Unlike the cash accounting method, which records economic events only when cash is exchanged, accrual accounting entails revenue and expenses are recorded in the periods in which they are incurred.
Accrual accounting is more common than cash accounting, and the Internal Revenue Service often mandates a company to use the accrual method when it carries inventory or has more than a certain level of revenue. The accrual method is governed by Generally Accepted Accounting Principles (GAAP) which dictate the techniques, requirements, methods, and determinations allowed to be used.
Accrual accounting recognizes financial events in defined periods, regardless of when an actual cash transaction occurs. For example, if a company needs to ensure its building and the insurance company agrees to bill it a fixed amount every six months, under the accrual method, the company does not record two separate expenses in January and July. Instead, it records an equal expense each month for the entire reporting period of a year.

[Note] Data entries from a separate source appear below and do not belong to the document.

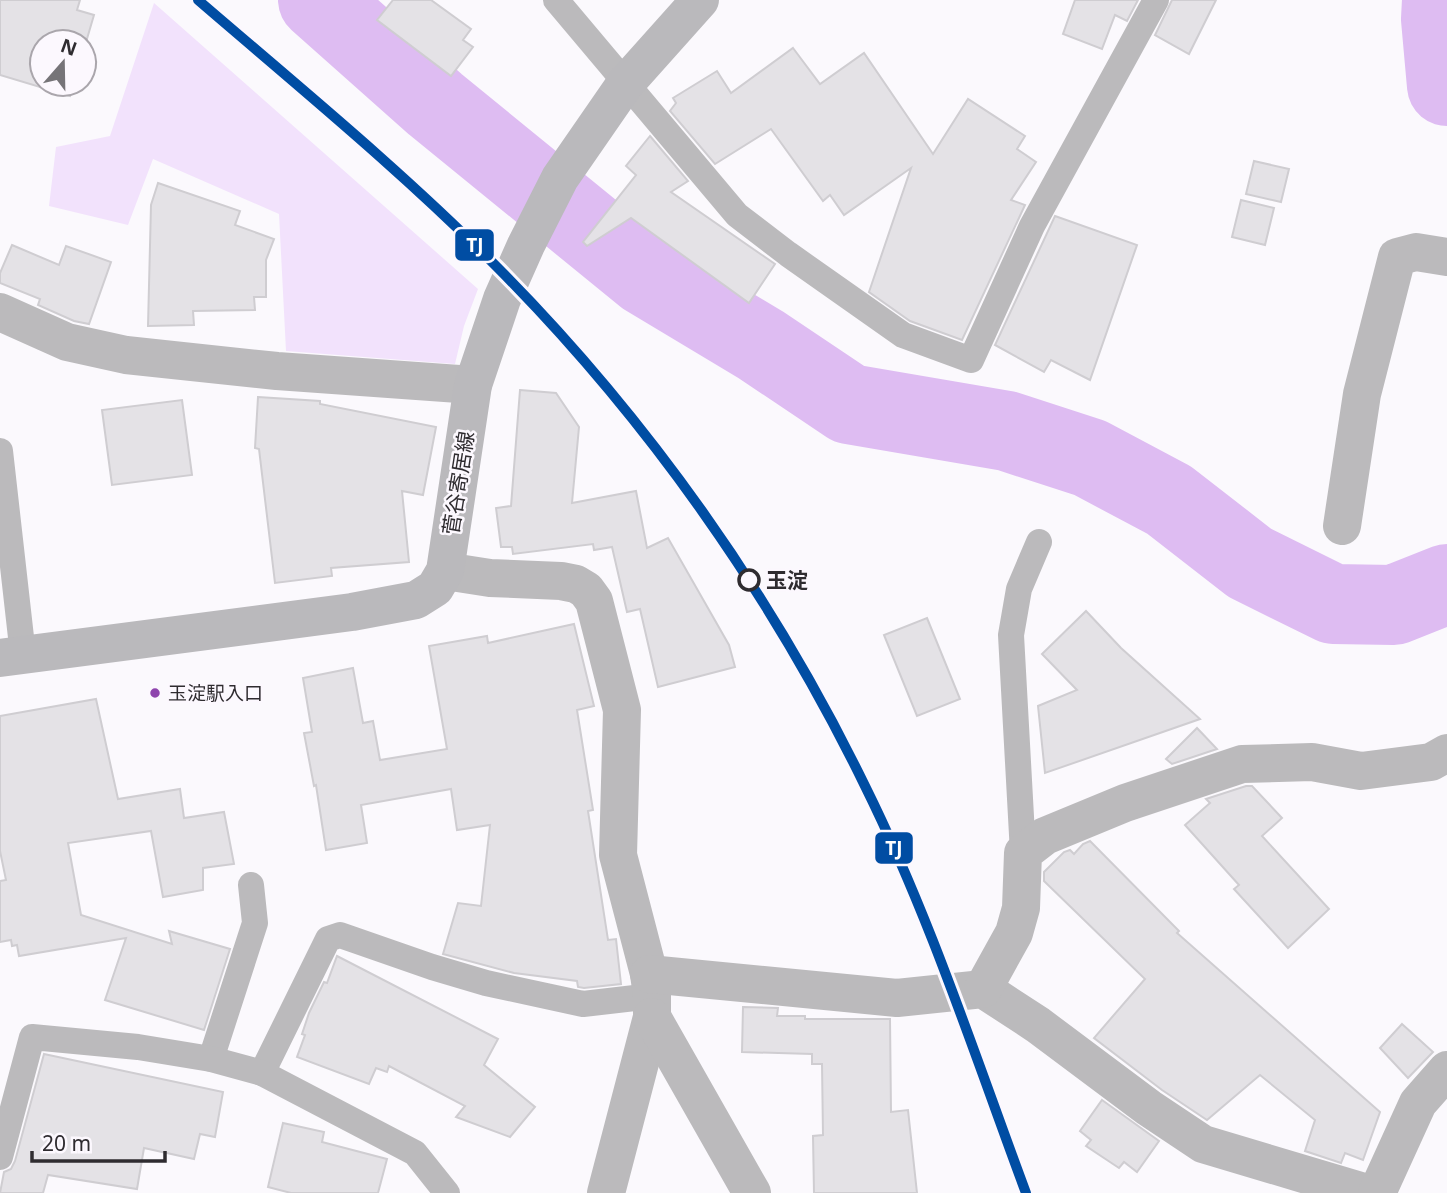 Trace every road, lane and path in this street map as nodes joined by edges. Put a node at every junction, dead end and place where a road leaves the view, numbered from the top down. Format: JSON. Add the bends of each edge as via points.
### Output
{"nodes":[{"id":1,"x":556,"y":0,"type":"edge"},
{"id":2,"x":700,"y":0,"type":"edge"},
{"id":3,"x":1156,"y":0,"type":"edge"},
{"id":4,"x":625,"y":84,"type":"junction"},
{"id":5,"x":1447,"y":257,"type":"edge"},
{"id":6,"x":0,"y":312,"type":"edge"},
{"id":7,"x":473,"y":385,"type":"junction"},
{"id":8,"x":0,"y":451,"type":"edge"},
{"id":9,"x":1342,"y":526,"type":"dead end"},
{"id":10,"x":1039,"y":542,"type":"dead end"},
{"id":11,"x":445,"y":571,"type":"junction"},
{"id":12,"x":11,"y":657,"type":"edge"},
{"id":13,"x":1447,"y":753,"type":"edge"},
{"id":14,"x":1023,"y":853,"type":"junction"},
{"id":15,"x":251,"y":885,"type":"dead end"},
{"id":16,"x":984,"y":989,"type":"junction"},
{"id":17,"x":651,"y":996,"type":"junction"},
{"id":18,"x":211,"y":1059,"type":"junction"},
{"id":19,"x":1447,"y":1070,"type":"edge"},
{"id":20,"x":262,"y":1073,"type":"junction"},
{"id":21,"x":0,"y":1157,"type":"edge"},
{"id":22,"x":447,"y":1193,"type":"edge"},
{"id":23,"x":606,"y":1193,"type":"edge"},
{"id":24,"x":752,"y":1193,"type":"edge"},
{"id":25,"x":1367,"y":1193,"type":"edge"},
{"id":26,"x":1377,"y":1193,"type":"edge"}],
"edges":[{"from":1,"to":4,"type":"lane"},
{"from":2,"to":4,"type":"main road","name":"菅谷寄居線"},
{"from":3,"to":4,"type":"lane","via":[[1032,226],[971,360],[903,335],[737,215]]},
{"from":4,"to":7,"type":"main road","name":"菅谷寄居線","via":[[560,178],[526,245]]},
{"from":5,"to":9,"type":"street","via":[[1416,252],[1397,257],[1362,394]]},
{"from":6,"to":7,"type":"street","via":[[67,342],[126,355]]},
{"from":7,"to":11,"type":"main road","name":"菅谷寄居線"},
{"from":8,"to":12,"type":"lane"},
{"from":10,"to":14,"type":"lane","via":[[1019,589],[1012,635]]},
{"from":11,"to":12,"type":"main road","via":[[435,588],[416,600]]},
{"from":11,"to":17,"type":"street","via":[[576,584],[594,601],[622,710],[618,855]]},
{"from":13,"to":14,"type":"street","via":[[1431,762],[1361,771],[1312,762],[1242,764],[1125,803],[1045,836]]},
{"from":14,"to":16,"type":"street","via":[[1021,908],[1014,933]]},
{"from":15,"to":18,"type":"lane","via":[[255,923]]},
{"from":16,"to":17,"type":"street","via":[[897,998]]},
{"from":16,"to":25,"type":"street","via":[[1203,1144]]},
{"from":17,"to":20,"type":"lane","via":[[583,1004],[485,983],[340,935],[328,939]]},
{"from":17,"to":23,"type":"street"},
{"from":17,"to":24,"type":"street"},
{"from":18,"to":20,"type":"lane"},
{"from":18,"to":21,"type":"lane","via":[[33,1037]]},
{"from":19,"to":26,"type":"street","via":[[1418,1103]]},
{"from":20,"to":22,"type":"lane","via":[[415,1153]]}]}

In other words, the expense is matched to the period in which it was incurred.
WHY IS ACCRUAL ACCOUNTING IMPORTANT?
Most financial analysts agree the accrual accounting method gives a far more accurate picture of a company's performance. So, though it may be more complex and more difficult to implement and maintain than the cash method of accounting, it tends to give a truer picture of the real costs of generating revenue in a given period.
That’s because companies can reflect sales that have been made and expenses that have been incurred even if there's been no exchange of cash. If there is a drawback to accrual counting it is that it tends to obscure a company's actual cash position. For example, there may be thousands or millions of dollars in sales that have not yet been paid for.